The Bible takes God’s revelation of Himself one step further than nature or inward thought ever can. The Bible is God’s method for communicating the only way that humankind can become the ‘Christian’ men and women God Himself wants us all to be. The Bible is the selectively written history of God’s dealings with the human race. It does not contain all of history. It focuses on people being ‘saved’ simply through taking God at His word (Genesis 15:6; John 20:30,31).

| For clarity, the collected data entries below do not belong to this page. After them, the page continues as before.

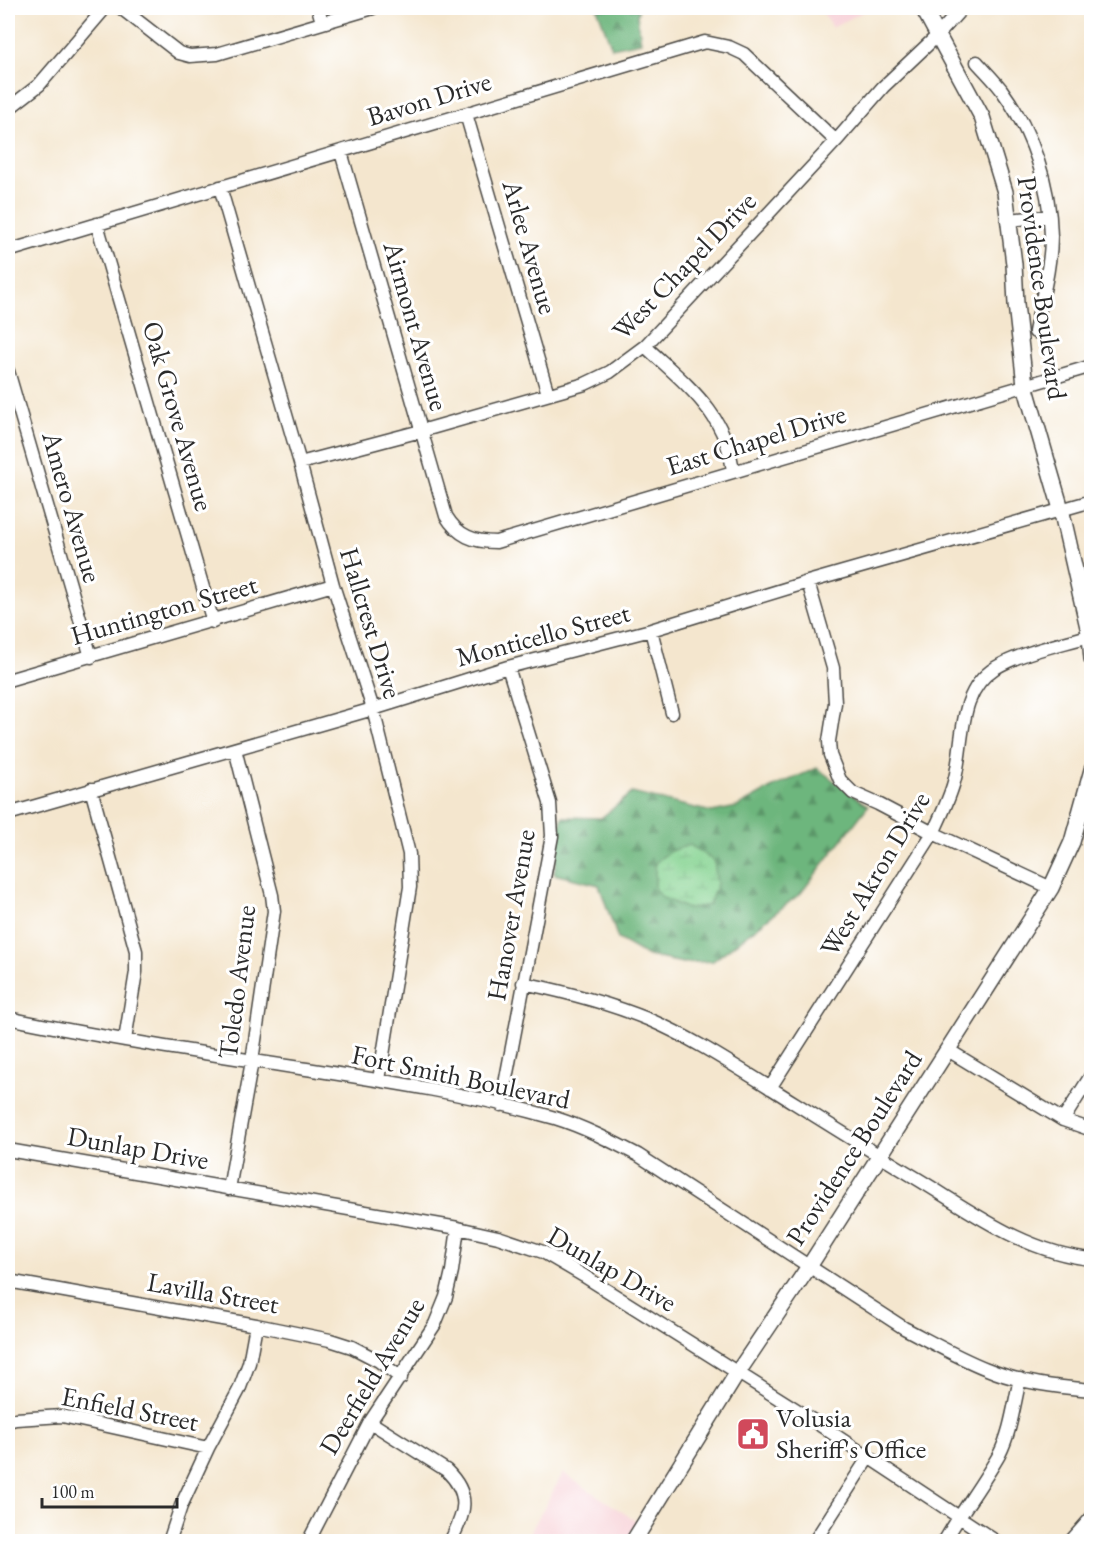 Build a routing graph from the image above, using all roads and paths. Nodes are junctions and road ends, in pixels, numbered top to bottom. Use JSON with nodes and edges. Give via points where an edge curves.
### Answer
{"nodes":[{"id":1,"x":105,"y":8,"type":"edge"},
{"id":2,"x":121,"y":8,"type":"edge"},
{"id":3,"x":318,"y":8,"type":"edge"},
{"id":4,"x":372,"y":8,"type":"edge"},
{"id":5,"x":923,"y":8,"type":"edge"},
{"id":6,"x":962,"y":8,"type":"edge"},
{"id":7,"x":322,"y":22,"type":"junction"},
{"id":8,"x":938,"y":35,"type":"junction"},
{"id":9,"x":977,"y":62,"type":"dead end"},
{"id":10,"x":8,"y":109,"type":"edge"},
{"id":11,"x":466,"y":114,"type":"junction"},
{"id":12,"x":836,"y":141,"type":"junction"},
{"id":13,"x":341,"y":152,"type":"junction"},
{"id":14,"x":220,"y":187,"type":"junction"},
{"id":15,"x":1049,"y":216,"type":"junction"},
{"id":16,"x":1009,"y":220,"type":"junction"},
{"id":17,"x":97,"y":224,"type":"junction"},
{"id":18,"x":8,"y":250,"type":"edge"},
{"id":19,"x":1035,"y":332,"type":"dead end"},
{"id":20,"x":645,"y":346,"type":"junction"},
{"id":21,"x":1092,"y":366,"type":"edge"},
{"id":22,"x":8,"y":371,"type":"edge"},
{"id":23,"x":1025,"y":385,"type":"junction"},
{"id":24,"x":548,"y":394,"type":"junction"},
{"id":25,"x":421,"y":431,"type":"junction"},
{"id":26,"x":300,"y":463,"type":"junction"},
{"id":27,"x":733,"y":472,"type":"junction"},
{"id":28,"x":1092,"y":501,"type":"edge"},
{"id":29,"x":1061,"y":509,"type":"junction"},
{"id":30,"x":445,"y":512,"type":"joint"},
{"id":31,"x":808,"y":582,"type":"junction"},
{"id":32,"x":333,"y":585,"type":"junction"},
{"id":33,"x":213,"y":622,"type":"junction"},
{"id":34,"x":651,"y":630,"type":"junction"},
{"id":35,"x":1091,"y":636,"type":"edge"},
{"id":36,"x":91,"y":657,"type":"junction"},
{"id":37,"x":1092,"y":659,"type":"edge"},
{"id":38,"x":508,"y":667,"type":"junction"},
{"id":39,"x":8,"y":680,"type":"edge"},
{"id":40,"x":373,"y":709,"type":"junction"},
{"id":41,"x":672,"y":713,"type":"dead end"},
{"id":42,"x":235,"y":749,"type":"junction"},
{"id":43,"x":1092,"y":770,"type":"edge"},
{"id":44,"x":91,"y":789,"type":"junction"},
{"id":45,"x":8,"y":814,"type":"edge"},
{"id":46,"x":933,"y":833,"type":"junction"},
{"id":47,"x":1052,"y":888,"type":"junction"},
{"id":48,"x":523,"y":983,"type":"junction"},
{"id":49,"x":8,"y":1018,"type":"edge"},
{"id":50,"x":125,"y":1040,"type":"junction"},
{"id":51,"x":948,"y":1050,"type":"junction"},
{"id":52,"x":252,"y":1061,"type":"junction"},
{"id":53,"x":1092,"y":1074,"type":"edge"},
{"id":54,"x":379,"y":1080,"type":"junction"},
{"id":55,"x":770,"y":1088,"type":"junction"},
{"id":56,"x":501,"y":1105,"type":"junction"},
{"id":57,"x":1063,"y":1120,"type":"junction"},
{"id":58,"x":1092,"y":1130,"type":"edge"},
{"id":59,"x":8,"y":1150,"type":"edge"},
{"id":60,"x":879,"y":1156,"type":"junction"},
{"id":61,"x":229,"y":1189,"type":"junction"},
{"id":62,"x":458,"y":1228,"type":"junction"},
{"id":63,"x":1092,"y":1259,"type":"edge"},
{"id":64,"x":810,"y":1265,"type":"junction"},
{"id":65,"x":8,"y":1281,"type":"edge"},
{"id":66,"x":256,"y":1325,"type":"junction"},
{"id":67,"x":738,"y":1372,"type":"junction"},
{"id":68,"x":401,"y":1378,"type":"junction"},
{"id":69,"x":1020,"y":1379,"type":"junction"},
{"id":70,"x":1092,"y":1390,"type":"edge"},
{"id":71,"x":8,"y":1421,"type":"edge"},
{"id":72,"x":370,"y":1422,"type":"junction"},
{"id":73,"x":208,"y":1448,"type":"junction"},
{"id":74,"x":868,"y":1458,"type":"junction"},
{"id":75,"x":958,"y":1517,"type":"junction"},
{"id":76,"x":1092,"y":1517,"type":"edge"},
{"id":77,"x":170,"y":1542,"type":"edge"},
{"id":78,"x":308,"y":1542,"type":"edge"},
{"id":79,"x":450,"y":1542,"type":"edge"},
{"id":80,"x":633,"y":1542,"type":"edge"},
{"id":81,"x":814,"y":1542,"type":"edge"},
{"id":82,"x":944,"y":1542,"type":"edge"},
{"id":83,"x":997,"y":1542,"type":"edge"},
{"id":84,"x":1070,"y":1542,"type":"edge"}],
"edges":[{"from":1,"to":10,"type":"street","via":[[39,85]]},
{"from":2,"to":7,"type":"street","via":[[179,53],[190,56],[217,54]]},
{"from":3,"to":7,"type":"street"},
{"from":4,"to":7,"type":"street"},
{"from":5,"to":8,"type":"main road","name":"Providence Boulevard"},
{"from":6,"to":8,"type":"street","name":"West Chapel Drive"},
{"from":8,"to":12,"type":"street","name":"West Chapel Drive","via":[[883,87]]},
{"from":8,"to":16,"type":"main road","name":"Providence Boulevard","via":[[982,117],[1005,192]]},
{"from":9,"to":15,"type":"street","name":"Providence Boulevard","via":[[1001,89],[1032,144],[1042,171]]},
{"from":11,"to":12,"type":"street","name":"Bavon Drive","via":[[705,42],[744,54]]},
{"from":11,"to":13,"type":"street","name":"Bavon Drive"},
{"from":11,"to":24,"type":"street","name":"Arlee Avenue"},
{"from":12,"to":20,"type":"street","name":"West Chapel Drive"},
{"from":13,"to":14,"type":"street","name":"Bavon Drive"},
{"from":13,"to":25,"type":"street","name":"Airmont Avenue"},
{"from":14,"to":17,"type":"street","name":"Bavon Drive"},
{"from":14,"to":26,"type":"street","name":"Hallcrest Drive"},
{"from":15,"to":16,"type":"street"},
{"from":15,"to":19,"type":"street","name":"Providence Boulevard","via":[[1049,262]]},
{"from":16,"to":23,"type":"main road","name":"Providence Boulevard"},
{"from":17,"to":18,"type":"street","name":"Bavon Drive"},
{"from":17,"to":33,"type":"street","name":"Oak Grove Avenue"},
{"from":20,"to":24,"type":"street","name":"West Chapel Drive","via":[[610,372]]},
{"from":20,"to":27,"type":"street","via":[[709,408],[726,436]]},
{"from":21,"to":23,"type":"street","name":"East Chapel Drive"},
{"from":22,"to":36,"type":"street","name":"Amero Avenue"},
{"from":23,"to":27,"type":"street","name":"East Chapel Drive"},
{"from":23,"to":29,"type":"main road","name":"Providence Boulevard"},
{"from":24,"to":25,"type":"street","name":"West Chapel Drive"},
{"from":25,"to":26,"type":"street","name":"West Chapel Drive"},
{"from":25,"to":30,"type":"street","name":"Airmont Avenue"},
{"from":26,"to":32,"type":"street","name":"Hallcrest Drive"},
{"from":27,"to":30,"type":"street","name":"East Chapel Drive","via":[[496,542],[467,538],[450,523]]},
{"from":28,"to":29,"type":"street","name":"Monticello Street"},
{"from":29,"to":31,"type":"street","name":"Monticello Street"},
{"from":29,"to":35,"type":"main road","name":"Providence Boulevard"},
{"from":31,"to":34,"type":"street","name":"Monticello Street"},
{"from":31,"to":46,"type":"street","via":[[833,668],[836,703],[829,741],[833,767],[853,793]]},
{"from":32,"to":33,"type":"street","name":"Huntington Street"},
{"from":32,"to":40,"type":"street","name":"Hallcrest Drive"},
{"from":33,"to":36,"type":"street","name":"Huntington Street"},
{"from":34,"to":38,"type":"street","name":"Monticello Street"},
{"from":34,"to":41,"type":"street"},
{"from":35,"to":37,"type":"main road","name":"Providence Boulevard"},
{"from":35,"to":46,"type":"street","name":"West Akron Drive","via":[[1012,659],[993,670],[976,688],[966,708],[955,780]]},
{"from":36,"to":39,"type":"street","name":"Huntington Street"},
{"from":38,"to":40,"type":"street","name":"Monticello Street"},
{"from":38,"to":48,"type":"street","name":"Hanover Avenue","via":[[550,803],[552,836]]},
{"from":40,"to":42,"type":"street","name":"Monticello Street"},
{"from":40,"to":54,"type":"street","name":"Hallcrest Drive","via":[[409,854],[410,887]]},
{"from":42,"to":44,"type":"street","name":"Monticello Street"},
{"from":42,"to":52,"type":"street","name":"Toledo Avenue","via":[[274,911]]},
{"from":43,"to":47,"type":"main road","name":"Providence Boulevard","via":[[1072,842]]},
{"from":44,"to":45,"type":"street","name":"Monticello Street"},
{"from":44,"to":50,"type":"street","via":[[136,951]]},
{"from":46,"to":47,"type":"street"},
{"from":46,"to":55,"type":"street","name":"West Akron Drive"},
{"from":47,"to":51,"type":"main road","name":"Providence Boulevard"},
{"from":48,"to":55,"type":"street","via":[[600,1002],[650,1020],[704,1046]]},
{"from":48,"to":56,"type":"street","name":"Hanover Avenue"},
{"from":49,"to":50,"type":"street","name":"Fort Smith Boulevard"},
{"from":50,"to":52,"type":"street","name":"Fort Smith Boulevard"},
{"from":51,"to":57,"type":"street"},
{"from":51,"to":60,"type":"main road","name":"Providence Boulevard"},
{"from":52,"to":54,"type":"street","name":"Fort Smith Boulevard"},
{"from":52,"to":61,"type":"street","name":"Toledo Avenue"},
{"from":53,"to":57,"type":"street"},
{"from":54,"to":56,"type":"street","name":"Fort Smith Boulevard"},
{"from":55,"to":60,"type":"street"},
{"from":56,"to":64,"type":"street","name":"Fort Smith Boulevard","via":[[556,1118],[601,1135]]},
{"from":57,"to":58,"type":"street"},
{"from":59,"to":61,"type":"street","name":"Dunlap Drive"},
{"from":60,"to":63,"type":"street","via":[[1016,1238],[1055,1253]]},
{"from":60,"to":64,"type":"main road","name":"Providence Boulevard"},
{"from":61,"to":62,"type":"street","name":"Dunlap Drive"},
{"from":62,"to":67,"type":"street","name":"Dunlap Drive","via":[[543,1252]]},
{"from":62,"to":68,"type":"street","name":"Deerfield Avenue","via":[[446,1298],[435,1324]]},
{"from":64,"to":67,"type":"main road","name":"Providence Boulevard"},
{"from":64,"to":69,"type":"street","name":"Fort Smith Boulevard","via":[[904,1328],[988,1370]]},
{"from":65,"to":66,"type":"street","name":"Lavilla Street"},
{"from":66,"to":68,"type":"street","name":"Lavilla Street","via":[[352,1347]]},
{"from":66,"to":73,"type":"street","via":[[239,1390]]},
{"from":67,"to":74,"type":"street","name":"Dunlap Drive"},
{"from":67,"to":80,"type":"main road","name":"Providence Boulevard"},
{"from":68,"to":72,"type":"street","name":"Deerfield Avenue"},
{"from":69,"to":70,"type":"street","name":"Fort Smith Boulevard"},
{"from":69,"to":75,"type":"street","via":[[1008,1434],[999,1455]]},
{"from":71,"to":73,"type":"street","name":"Enfield Street","via":[[62,1416]]},
{"from":72,"to":78,"type":"street","name":"Deerfield Avenue"},
{"from":72,"to":79,"type":"street","via":[[456,1480],[464,1501],[462,1519]]},
{"from":73,"to":77,"type":"street","via":[[181,1506]]},
{"from":74,"to":75,"type":"street","name":"Dunlap Drive"},
{"from":74,"to":81,"type":"street"},
{"from":75,"to":82,"type":"street"},
{"from":75,"to":83,"type":"street","name":"Dunlap Drive"},
{"from":76,"to":84,"type":"street"}]}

The Old Testament points forward to the coming of Jesus Christ into the world. It uses historical narrative, with illustrations from historical places and events, the poetry of peoples’ real life experiences, plus some picture-language and prophecy, all to introduce and to help readers recognise Jesus Christ as the Saviour sent from God (Hebrews 1:1-3).

The Gospels record four accounts of the short life of Jesus on this earth.They all end with His crucifixion and resurrection (Luke 1:1-4).

The rest of the New Testament includes some narrative and some prophecy, but mainly pastoral letters that include a little historical data. It records how people who met this Jesus were changed into men and women totally given over to honouring Him in every part of their lives. (Acts 11:19-24; 2 Corinthians 5:16-19).

The breath of God is seen and felt on every page, in every person, and through every teaching of the Bible.

Thinking it through.

(a). According to 2 Timothy 3:16-17, what are God’s purposes for the Bible?

(b). How would you tell your friend what the central message of the Bible is?

(2 Timothy3:15).

(c). Where does the story of Jesus fit into the whole Bible?